Alpha-Beta Process: Initialization & Value Passing
The process starts at the root with α = -∞ and β = +∞. These α and β values are passed down to child nodes during recursive search. Each node inherits the current bounds from its parent, which represent the best options found so far for the ancestors.
Alpha-Beta Process at a MAX Node
At a MAX node: 1) Evaluate children. 2) For each child's returned value, update α = max(α, child_value). 3) After updating, check if α ≥ β. If true, a beta cutoff occurs: prune (stop evaluating) the remaining children of this MAX node, as MIN (the parent) would never allow this path.
Alpha-Beta Process at a MIN Node
At a MIN node: 1) Evaluate children. 2) For each child's returned value, update β = min(β, child_value). 3) After updating, check if β ≤ α. If true, an alpha cutoff occurs: prune the remaining children of this MIN node, as MAX (the parent) would never choose this path.
Pruning Condition (Alpha ≥ Beta)
Pruning occurs when α ≥ β. This means the current node has found a move that is already too good for the parent node's opponent. The opponent (at the parent level) would never let the game reach this node because they have a better (for them) option elsewhere, so further search here is wasted.

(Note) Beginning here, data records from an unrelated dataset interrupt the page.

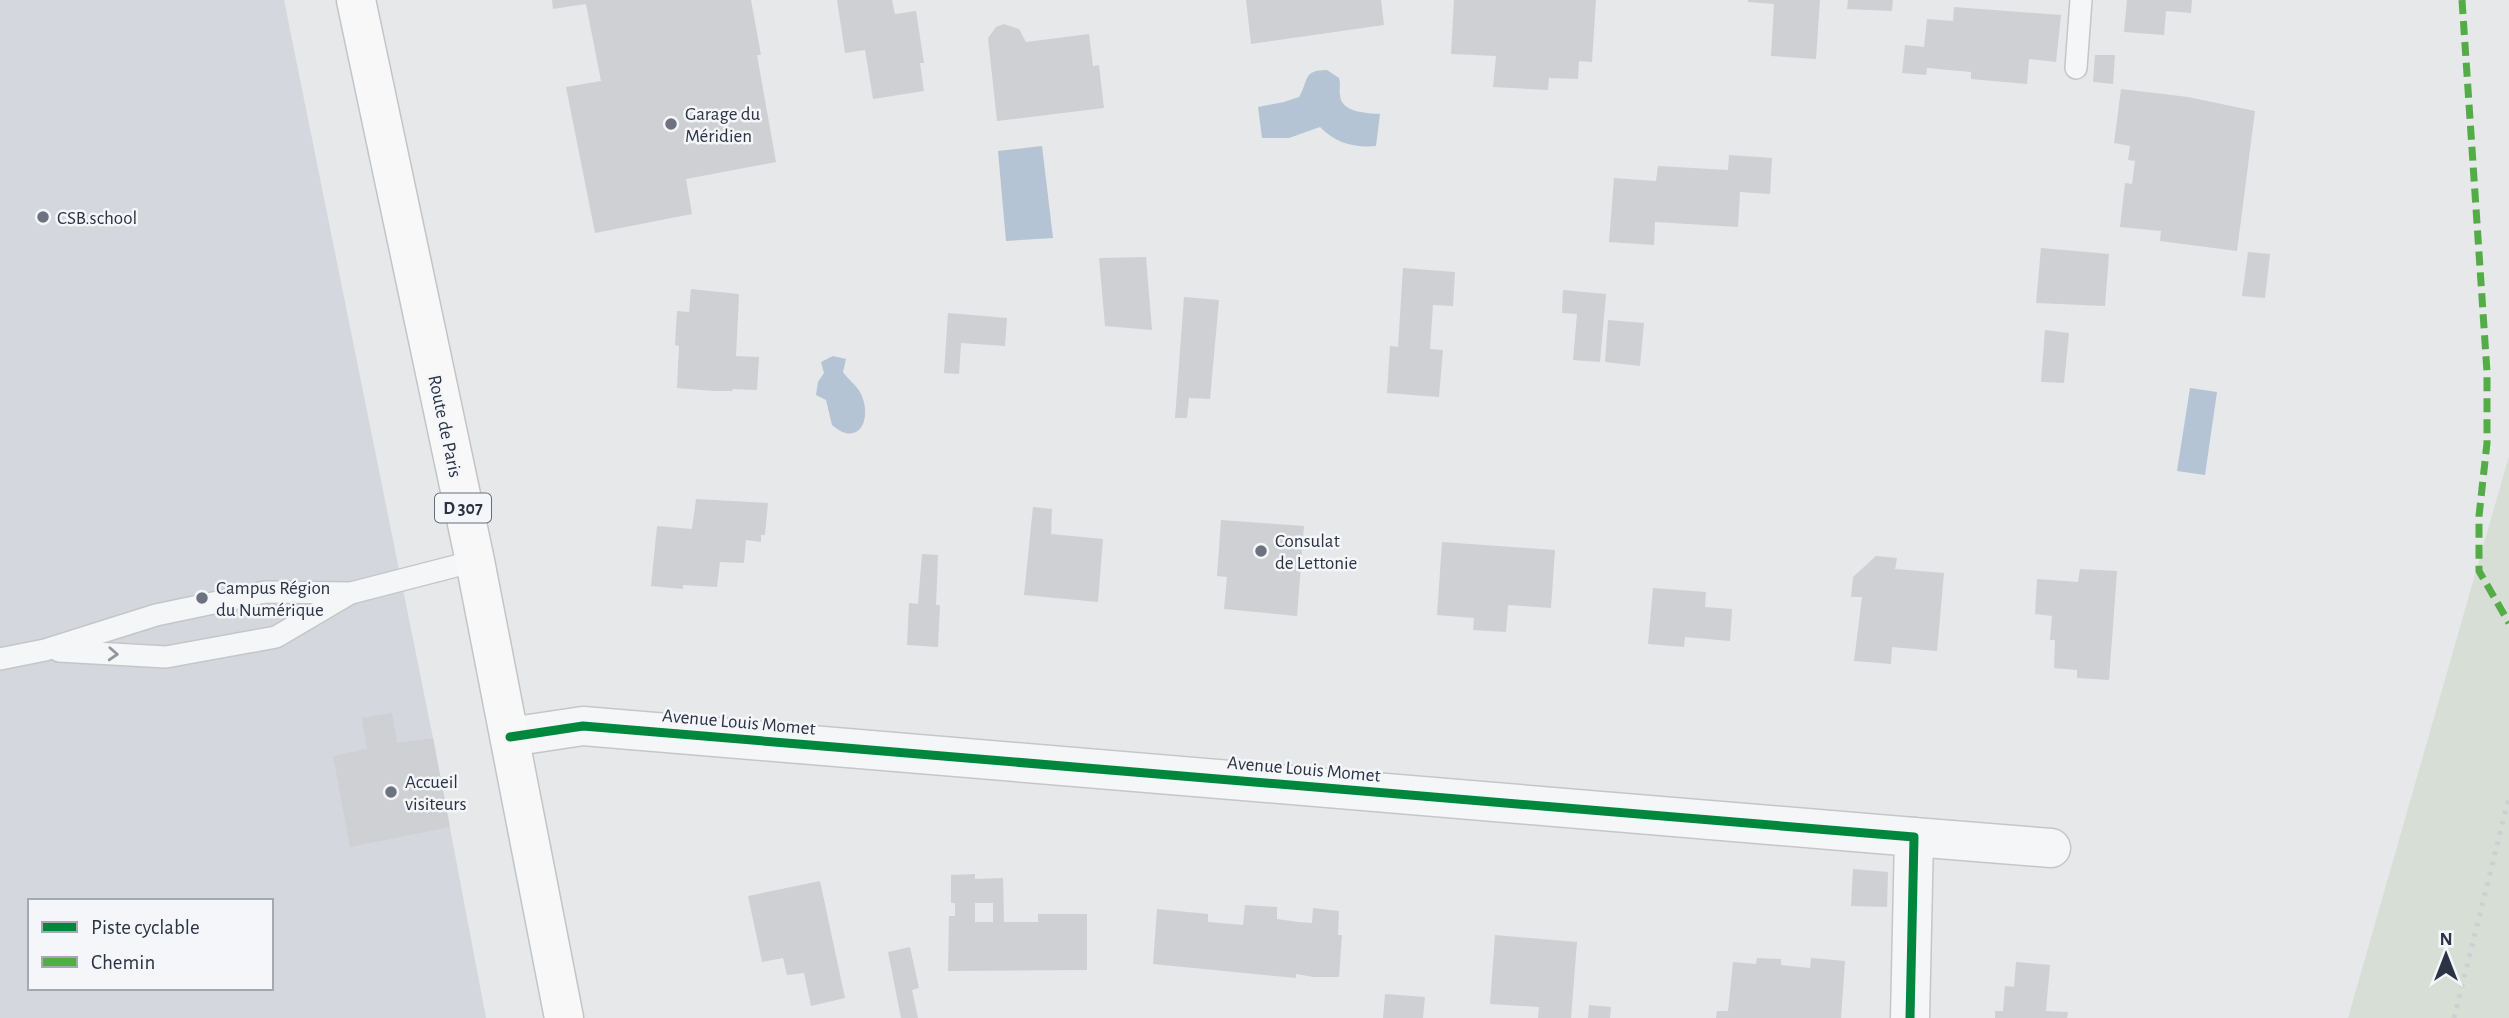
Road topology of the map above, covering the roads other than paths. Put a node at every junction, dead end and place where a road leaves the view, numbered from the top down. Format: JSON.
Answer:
{"nodes":[{"id":1,"x":356,"y":0,"type":"edge"},
{"id":2,"x":2081,"y":0,"type":"edge"},
{"id":3,"x":2076,"y":68,"type":"dead end"},
{"id":4,"x":475,"y":561,"type":"junction"},
{"id":5,"x":351,"y":593,"type":"junction"},
{"id":6,"x":45,"y":650,"type":"junction"},
{"id":7,"x":0,"y":659,"type":"edge"},
{"id":8,"x":510,"y":737,"type":"junction"},
{"id":9,"x":1914,"y":837,"type":"junction"},
{"id":10,"x":2051,"y":848,"type":"dead end"},
{"id":11,"x":564,"y":1018,"type":"edge"},
{"id":12,"x":1910,"y":1018,"type":"edge"}],
"edges":[{"from":1,"to":4,"type":"main road","name":"Route de Paris","number":"D 307"},
{"from":2,"to":3,"type":"lane"},
{"from":4,"to":5,"type":"lane"},
{"from":4,"to":8,"type":"main road","name":"Route de Paris","number":"D 307"},
{"from":5,"to":6,"type":"lane"},
{"from":6,"to":5,"type":"lane","one_way":true},
{"from":6,"to":7,"type":"lane"},
{"from":8,"to":9,"type":"street","name":"Avenue Louis Momet"},
{"from":8,"to":11,"type":"main road","name":"Route de Paris","number":"D 307"},
{"from":9,"to":10,"type":"street","name":"Avenue Louis Momet"},
{"from":9,"to":12,"type":"street"}]}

Alpha-Beta vs. Minimax: Correctness & Complexity
Correctness: Alpha-Beta is guaranteed to return the exact same value as full Minimax. Complexity: In the worst case (poor move ordering), it is O(b^d), like Minimax. With optimal child ordering (best moves first), complexity improves to O(b^(d/2)), effectively allowing it to search twice as deep as Minimax in the same time.
Key Insight of Alpha-Beta Pruning
The key insight is: If we find a move for the current player that is worse than a move we already know the opponent can force at a higher level, we can stop searching that branch. The opponent will steer the game away from this line, making further analysis pointless.